The asylum, consisting of two wings and two main facades, had been specially built to be donated to a noble cause. Its front courtyard was transformed into a beautifully landscaped garden, while the rooms were tastefully furnished and kept in immaculate cleanliness.
The Societatea Salvarea Project
At the entrance stood the guardhouse, where residents were prepared to leave at the first call to assist accident victims. In the left wing, where the Society operated, the ground floor housed the duty doctor’s room and a room for providing first aid.
Here were medical instruments, beds, and sickbeds. The next room was a classroom, where doctors trained police officers in first aid, later becoming the “Samaritan School”. Upstairs, two large rooms served as dormitories for residents and staff.
Above the guardhouse was a beautiful room reserved for society committee meetings. All rooms were impeccably clean and orderly, and the furniture, custom-made for the society, had been donated by industrialists without any conditions—a gesture widely appreciated in the press at the time.
The newspaper Universul wrote: “This deed is praiseworthy, and all those who contributed to equipping the premises can be sure that they helped intelligently in establishing the rescue society.”
Within about a year, Societatea Salvarea grew rapidly and became well-known among Bucharest residents, who observed that the ambulance would reach the scene within just a few minutes of being called.
A humorous anecdote from the time says that if a house caught fire, people would call the rescue service first before the firefighters, which often annoyed them because the ambulance would arrive before their trucks. The trust of Bucharest residents in the society’s teams was enormous.
How did patient transport work
Even if the injured were immediately taken by the ambulance, it traveled at a steady trot of the horses, accompanied by the trumpet sound of the medic seated on the carriage. The prefecture had issued orders for all vehicles to give way to allow the ambulance to pass.
Upon arrival at the scene, the patient was taken to the hospital, usually Filantropia.

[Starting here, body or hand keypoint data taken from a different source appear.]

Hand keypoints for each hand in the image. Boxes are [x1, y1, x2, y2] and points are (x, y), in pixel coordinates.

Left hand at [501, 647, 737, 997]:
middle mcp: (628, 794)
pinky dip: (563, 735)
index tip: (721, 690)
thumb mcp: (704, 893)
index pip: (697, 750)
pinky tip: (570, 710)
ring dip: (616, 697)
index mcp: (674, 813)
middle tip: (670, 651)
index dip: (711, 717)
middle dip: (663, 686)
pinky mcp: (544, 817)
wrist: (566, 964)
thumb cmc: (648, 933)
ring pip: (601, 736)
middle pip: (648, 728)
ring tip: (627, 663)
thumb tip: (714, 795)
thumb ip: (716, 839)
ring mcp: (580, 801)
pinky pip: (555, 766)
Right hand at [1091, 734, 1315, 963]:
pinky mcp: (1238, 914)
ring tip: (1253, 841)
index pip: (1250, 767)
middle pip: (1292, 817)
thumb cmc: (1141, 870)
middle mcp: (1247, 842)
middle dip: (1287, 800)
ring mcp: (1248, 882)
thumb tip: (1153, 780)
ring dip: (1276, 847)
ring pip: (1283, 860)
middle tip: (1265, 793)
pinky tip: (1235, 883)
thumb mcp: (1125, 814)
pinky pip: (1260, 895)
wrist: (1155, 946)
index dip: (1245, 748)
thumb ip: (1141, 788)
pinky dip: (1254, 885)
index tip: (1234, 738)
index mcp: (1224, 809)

Unfortunately, sometimes the surgeon would refuse the patient out of convenience, and the ambulance had to go to other hospitals, such as Colentina or Colțea. Meanwhile, the patient could suffer fatal hemorrhages and even die in the ambulance.
In such cases, the deceased was brought to the Medico-Legal Institute, where Minovici worked. This experience led him to establish a dedicated emergency hospital alongside Societatea Salvarea, so that patients could be operated on immediately after being picked up by the ambulance.
Starting in 1908, Nicolae Minovici conducted visits to several European countries—including the Netherlands, Hungary, and Germany—to study how the injured, the needy, and abandoned children were treated. These journeys contributed to the formation of a modern vision of emergency medical care.
To replace horse-drawn ambulances, Dr. Minovici imported motorized ambulances from Germany, making interventions faster and more efficient. Moreover, he introduced state-of-the-art medical equipment for the time, such as hermetically sealed waterproof envelopes, which were used in cases such as childbirth.
Unfortunately, both the emergency hospital and Societatea Salvarea were destroyed by German bombings during their retreat from Bucharest in World War I. Consequently, these two vital institutions were forced to relocate, continuing to serve as the foundation for emergency medical services in the Romanian capital.
Nicolae Minovici thus remains a landmark figure in Romanian medical history—a visionary who combined his passion for medicine, art, and pedagogy with civic spirit, transforming the way accident victims were assisted and saved.
Societatea Salvarea was not just the first ambulance in Bucharest, but the beginning of a tradition that shaped emergency medical services for generations to come.